Top of Provided records

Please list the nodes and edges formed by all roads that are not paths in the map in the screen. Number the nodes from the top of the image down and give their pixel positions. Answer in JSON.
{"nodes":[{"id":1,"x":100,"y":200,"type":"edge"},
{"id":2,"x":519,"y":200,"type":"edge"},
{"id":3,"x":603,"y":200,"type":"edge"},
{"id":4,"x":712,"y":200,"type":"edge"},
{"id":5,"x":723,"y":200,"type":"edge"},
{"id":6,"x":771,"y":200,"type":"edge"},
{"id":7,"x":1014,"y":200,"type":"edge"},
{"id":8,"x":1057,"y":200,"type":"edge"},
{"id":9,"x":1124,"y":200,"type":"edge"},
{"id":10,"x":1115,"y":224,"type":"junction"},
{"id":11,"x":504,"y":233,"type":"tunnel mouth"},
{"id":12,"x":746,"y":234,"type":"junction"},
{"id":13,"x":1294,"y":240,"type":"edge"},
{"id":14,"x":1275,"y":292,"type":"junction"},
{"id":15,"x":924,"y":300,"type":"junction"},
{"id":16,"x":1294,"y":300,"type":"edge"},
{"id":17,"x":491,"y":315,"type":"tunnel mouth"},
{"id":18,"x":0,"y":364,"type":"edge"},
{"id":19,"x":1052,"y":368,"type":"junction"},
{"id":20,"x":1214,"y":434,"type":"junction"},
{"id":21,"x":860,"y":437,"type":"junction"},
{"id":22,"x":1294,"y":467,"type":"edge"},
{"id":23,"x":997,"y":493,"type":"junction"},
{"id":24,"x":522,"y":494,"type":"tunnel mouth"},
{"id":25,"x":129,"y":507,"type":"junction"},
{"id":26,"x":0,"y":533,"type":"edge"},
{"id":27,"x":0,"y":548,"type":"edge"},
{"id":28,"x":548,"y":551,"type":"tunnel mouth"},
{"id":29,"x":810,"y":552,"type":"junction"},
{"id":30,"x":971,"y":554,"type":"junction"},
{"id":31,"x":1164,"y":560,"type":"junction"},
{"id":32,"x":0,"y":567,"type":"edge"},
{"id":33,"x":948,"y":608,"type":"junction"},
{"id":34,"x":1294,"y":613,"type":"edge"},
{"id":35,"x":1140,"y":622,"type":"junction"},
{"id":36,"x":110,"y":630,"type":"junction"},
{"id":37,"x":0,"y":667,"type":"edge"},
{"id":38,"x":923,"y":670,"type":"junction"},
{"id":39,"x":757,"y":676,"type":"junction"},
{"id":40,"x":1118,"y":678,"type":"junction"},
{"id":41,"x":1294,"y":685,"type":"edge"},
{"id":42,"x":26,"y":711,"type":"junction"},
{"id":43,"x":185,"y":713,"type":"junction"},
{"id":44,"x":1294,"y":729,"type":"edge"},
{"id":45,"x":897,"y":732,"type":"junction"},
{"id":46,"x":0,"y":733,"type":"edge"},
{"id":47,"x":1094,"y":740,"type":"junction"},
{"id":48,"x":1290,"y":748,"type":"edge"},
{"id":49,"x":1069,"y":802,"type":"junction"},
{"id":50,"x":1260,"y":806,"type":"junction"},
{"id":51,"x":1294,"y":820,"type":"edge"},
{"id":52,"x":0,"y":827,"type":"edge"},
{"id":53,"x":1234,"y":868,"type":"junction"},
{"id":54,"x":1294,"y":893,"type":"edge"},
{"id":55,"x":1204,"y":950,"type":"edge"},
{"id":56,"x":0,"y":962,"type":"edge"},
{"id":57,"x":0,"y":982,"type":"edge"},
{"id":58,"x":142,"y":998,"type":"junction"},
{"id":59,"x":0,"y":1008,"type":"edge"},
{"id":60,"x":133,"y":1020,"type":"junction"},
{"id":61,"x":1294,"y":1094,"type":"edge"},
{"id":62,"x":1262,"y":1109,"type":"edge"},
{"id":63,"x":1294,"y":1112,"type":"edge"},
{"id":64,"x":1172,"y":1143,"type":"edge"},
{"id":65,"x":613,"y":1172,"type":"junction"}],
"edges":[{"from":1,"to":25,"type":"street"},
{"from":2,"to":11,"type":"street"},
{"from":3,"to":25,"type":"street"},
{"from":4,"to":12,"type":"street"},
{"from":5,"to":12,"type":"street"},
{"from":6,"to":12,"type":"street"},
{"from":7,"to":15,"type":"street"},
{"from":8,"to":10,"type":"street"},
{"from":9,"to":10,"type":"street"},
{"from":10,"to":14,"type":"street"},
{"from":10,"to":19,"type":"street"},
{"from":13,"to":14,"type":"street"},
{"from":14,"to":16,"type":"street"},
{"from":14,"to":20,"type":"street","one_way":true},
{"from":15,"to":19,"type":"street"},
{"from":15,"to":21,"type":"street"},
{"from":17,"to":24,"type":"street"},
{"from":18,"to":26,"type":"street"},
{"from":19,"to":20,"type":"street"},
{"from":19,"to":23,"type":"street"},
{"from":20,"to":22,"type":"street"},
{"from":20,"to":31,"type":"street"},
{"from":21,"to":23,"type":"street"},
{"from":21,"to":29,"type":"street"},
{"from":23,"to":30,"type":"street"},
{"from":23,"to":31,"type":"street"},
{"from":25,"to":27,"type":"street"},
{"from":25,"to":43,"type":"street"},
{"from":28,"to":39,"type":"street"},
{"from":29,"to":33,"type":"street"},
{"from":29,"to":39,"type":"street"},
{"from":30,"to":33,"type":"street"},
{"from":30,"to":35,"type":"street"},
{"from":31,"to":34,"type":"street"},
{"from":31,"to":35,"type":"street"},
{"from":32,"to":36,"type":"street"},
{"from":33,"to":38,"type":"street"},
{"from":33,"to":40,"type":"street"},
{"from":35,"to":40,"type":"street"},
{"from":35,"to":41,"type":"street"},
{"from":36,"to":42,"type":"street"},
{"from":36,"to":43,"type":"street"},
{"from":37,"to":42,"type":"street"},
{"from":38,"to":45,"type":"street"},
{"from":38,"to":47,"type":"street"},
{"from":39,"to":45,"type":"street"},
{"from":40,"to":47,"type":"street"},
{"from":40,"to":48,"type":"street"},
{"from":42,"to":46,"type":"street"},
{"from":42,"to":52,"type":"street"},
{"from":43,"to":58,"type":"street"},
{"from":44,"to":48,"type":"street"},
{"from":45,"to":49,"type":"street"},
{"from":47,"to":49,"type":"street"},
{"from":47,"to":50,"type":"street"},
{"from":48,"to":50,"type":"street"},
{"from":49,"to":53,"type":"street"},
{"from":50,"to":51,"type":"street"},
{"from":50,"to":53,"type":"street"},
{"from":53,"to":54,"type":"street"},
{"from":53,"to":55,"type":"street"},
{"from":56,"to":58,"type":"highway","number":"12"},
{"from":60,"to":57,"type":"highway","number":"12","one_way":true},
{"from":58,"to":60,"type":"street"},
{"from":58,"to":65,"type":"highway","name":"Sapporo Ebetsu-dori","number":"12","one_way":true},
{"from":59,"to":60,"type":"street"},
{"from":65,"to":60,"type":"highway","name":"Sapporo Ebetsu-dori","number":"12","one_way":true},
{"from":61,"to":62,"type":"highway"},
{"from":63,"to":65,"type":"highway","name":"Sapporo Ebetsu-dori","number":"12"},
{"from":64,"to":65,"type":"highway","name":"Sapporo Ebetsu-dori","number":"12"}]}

Bottom of Provided records

▶ _Exercise prompt_
What is needed is every line of the records above that contains the word "name".

▶ _Response_
{"from":58,"to":65,"type":"highway","name":"Sapporo Ebetsu-dori","number":"12","one_way":true},
{"from":65,"to":60,"type":"highway","name":"Sapporo Ebetsu-dori","number":"12","one_way":true},
{"from":63,"to":65,"type":"highway","name":"Sapporo Ebetsu-dori","number":"12"},
{"from":64,"to":65,"type":"highway","name":"Sapporo Ebetsu-dori","number":"12"}]}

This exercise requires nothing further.